BBVA obtuvo en 2011 un beneficio atribuido recurrente de 4.015 millones de euros, un 12,8% menos que el año anterior, antes de realizar un ajuste contable en el fondo de comercio de la franquicia de EEUU. Incluyendo este ajuste, el banco cerró el año pasado con unas ganancias de 3.004 millones (un 34,8% menos).
“Un año más, los resultados demuestran la extraordinaria capacidad de BBVA para generar beneficios incluso en los escenarios más complejos”, según ha señalado Francisco González, presidente de BBVA, que añade que “hemos fortalecido nuestra capacidad de crecimiento durante la crisis”.
“BBVA está fuerte, genera empleo, mantiene una política de riesgos pegada al terreno y sigue invirtiendo en tecnología, procesos y personas, para situarse a la cabeza de la banca mundial del siglo XXI”, ha subrayado González.

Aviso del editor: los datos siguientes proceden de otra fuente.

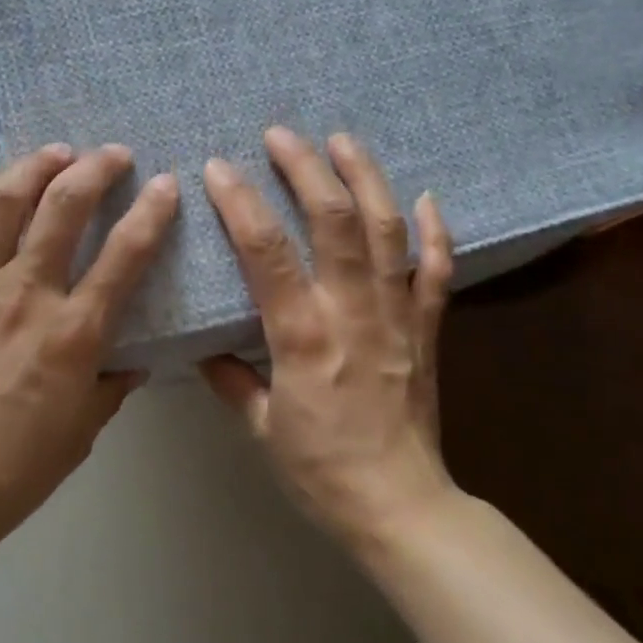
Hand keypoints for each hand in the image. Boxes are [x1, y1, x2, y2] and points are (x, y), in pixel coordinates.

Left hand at [0, 143, 179, 549]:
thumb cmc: (20, 464)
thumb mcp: (85, 427)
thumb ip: (114, 383)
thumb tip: (134, 358)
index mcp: (74, 331)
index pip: (125, 254)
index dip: (151, 212)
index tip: (165, 184)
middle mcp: (27, 294)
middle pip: (63, 208)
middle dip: (94, 169)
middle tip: (112, 154)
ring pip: (5, 204)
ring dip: (34, 167)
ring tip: (55, 153)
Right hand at [200, 127, 458, 550]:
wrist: (402, 507)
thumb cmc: (321, 472)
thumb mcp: (261, 429)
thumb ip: (232, 379)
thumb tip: (204, 346)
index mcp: (304, 339)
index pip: (268, 254)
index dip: (242, 204)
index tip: (219, 168)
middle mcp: (353, 314)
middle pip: (335, 223)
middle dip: (306, 170)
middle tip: (282, 134)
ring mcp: (398, 317)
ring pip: (388, 232)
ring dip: (366, 178)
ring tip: (344, 140)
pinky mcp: (428, 329)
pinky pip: (438, 271)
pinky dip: (436, 231)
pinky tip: (427, 197)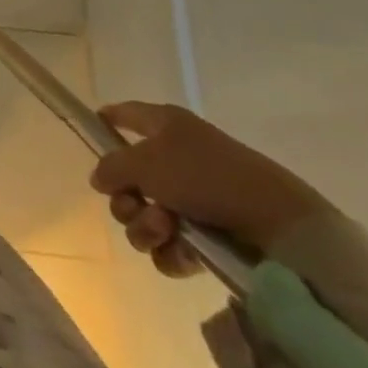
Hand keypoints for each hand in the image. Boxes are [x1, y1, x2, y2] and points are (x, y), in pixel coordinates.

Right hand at [89, 101, 330, 277]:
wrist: (276, 223)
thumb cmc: (205, 176)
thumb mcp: (146, 163)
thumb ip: (112, 166)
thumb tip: (100, 177)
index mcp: (165, 126)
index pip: (127, 114)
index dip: (107, 120)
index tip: (92, 131)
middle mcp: (176, 158)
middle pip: (128, 179)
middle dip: (125, 200)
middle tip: (137, 206)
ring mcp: (193, 198)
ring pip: (145, 215)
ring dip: (146, 227)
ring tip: (166, 231)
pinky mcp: (208, 235)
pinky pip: (169, 244)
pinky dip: (170, 250)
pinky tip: (183, 253)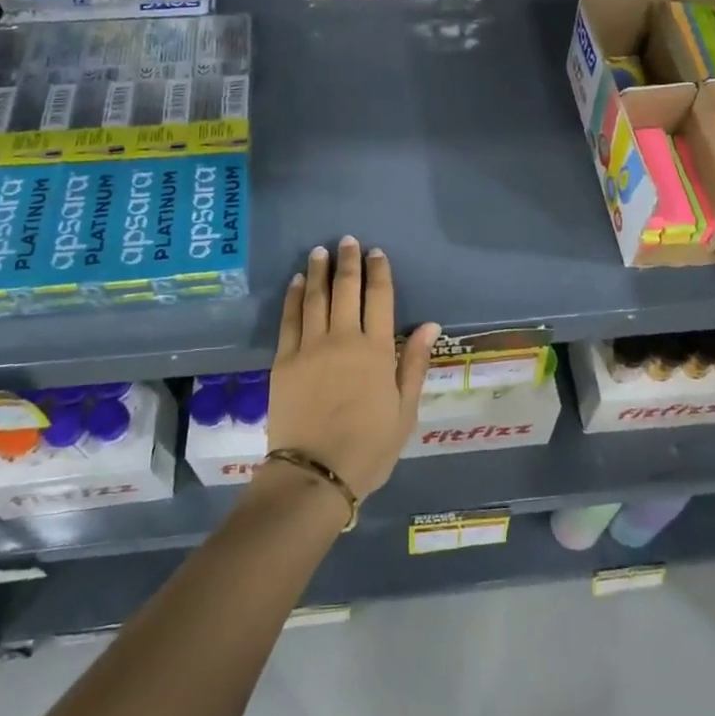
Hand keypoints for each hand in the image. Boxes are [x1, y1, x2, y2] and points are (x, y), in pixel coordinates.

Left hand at [267, 236, 441, 499]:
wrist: (315, 474)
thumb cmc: (368, 448)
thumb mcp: (404, 411)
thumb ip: (413, 364)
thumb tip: (430, 325)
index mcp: (376, 350)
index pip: (380, 298)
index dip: (379, 272)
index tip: (377, 253)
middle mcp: (344, 339)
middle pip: (347, 289)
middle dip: (348, 261)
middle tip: (348, 240)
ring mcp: (310, 347)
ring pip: (316, 297)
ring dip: (319, 270)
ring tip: (320, 251)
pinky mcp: (284, 359)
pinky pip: (289, 319)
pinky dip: (294, 296)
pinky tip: (297, 282)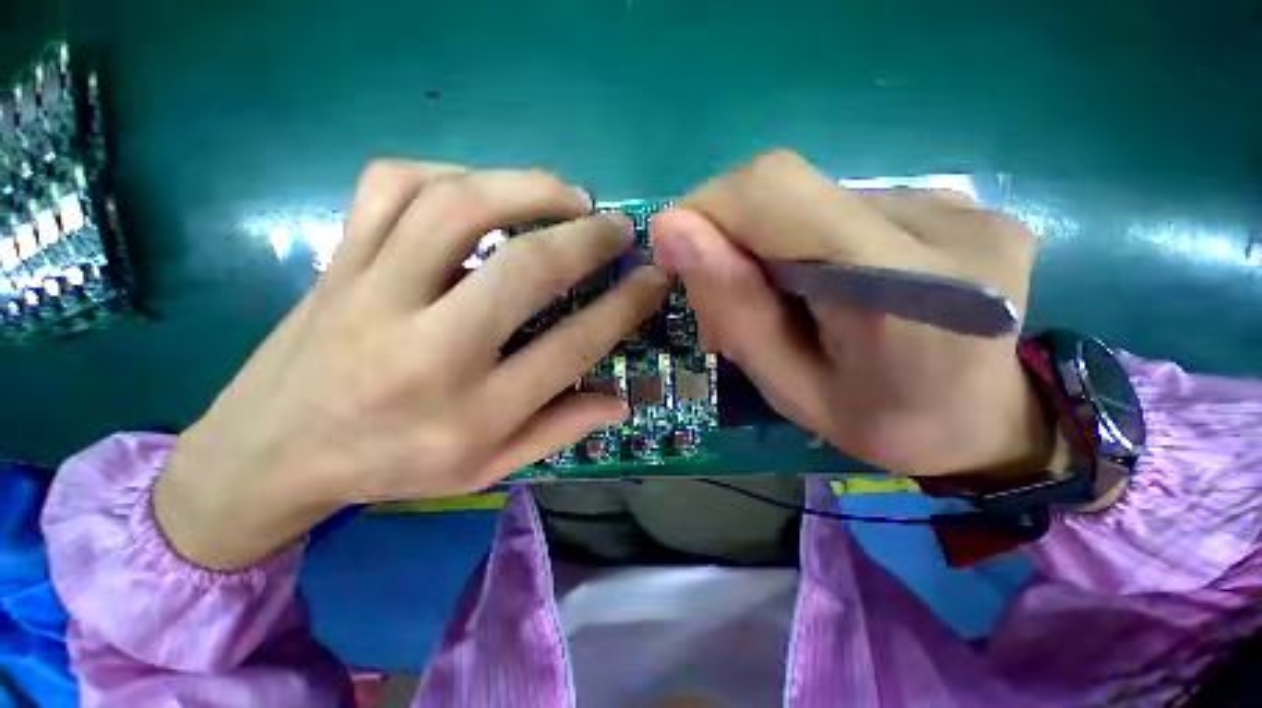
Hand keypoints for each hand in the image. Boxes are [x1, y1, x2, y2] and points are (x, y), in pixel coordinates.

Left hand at [156, 161, 668, 569]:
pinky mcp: (337, 260)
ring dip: (526, 188)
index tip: (653, 277)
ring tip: (567, 194)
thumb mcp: (486, 469)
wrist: (268, 453)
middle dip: (587, 239)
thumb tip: (621, 400)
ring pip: (457, 206)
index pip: (572, 346)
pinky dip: (451, 173)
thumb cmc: (391, 467)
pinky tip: (482, 189)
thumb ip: (559, 429)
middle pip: (524, 270)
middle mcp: (428, 347)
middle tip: (618, 227)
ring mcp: (373, 292)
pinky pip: (392, 186)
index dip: (624, 305)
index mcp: (473, 411)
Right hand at [650, 150, 1051, 478]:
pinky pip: (842, 203)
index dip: (706, 211)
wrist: (983, 421)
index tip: (680, 259)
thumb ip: (735, 310)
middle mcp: (940, 224)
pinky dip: (804, 239)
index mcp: (906, 288)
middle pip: (785, 185)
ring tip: (776, 301)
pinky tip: (817, 283)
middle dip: (730, 235)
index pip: (773, 193)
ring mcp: (954, 204)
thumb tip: (671, 229)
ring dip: (766, 242)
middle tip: (726, 298)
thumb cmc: (881, 422)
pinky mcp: (951, 202)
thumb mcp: (790, 389)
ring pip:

La entidad ha asegurado además que cumplirá “con holgura” con las recomendaciones la Autoridad bancaria Europea (EBA) sin vender activos estratégicos. A 31 de diciembre del pasado año, BBVA alcanza ya gran parte de la recomendación y cubrirá el importe restante con la generación orgánica durante el primer semestre de este año.
En concreto, el core capital ascendió hasta el 10,3% en diciembre bajo la normativa actual, tras incrementar su capital de máxima calidad en 5.300 millones de euros sólo en el cuarto trimestre. Por su parte, la tasa de mora se situó en diciembre en el 4% desde el 4,1% registrado en septiembre y un año antes, con una cobertura del 61%.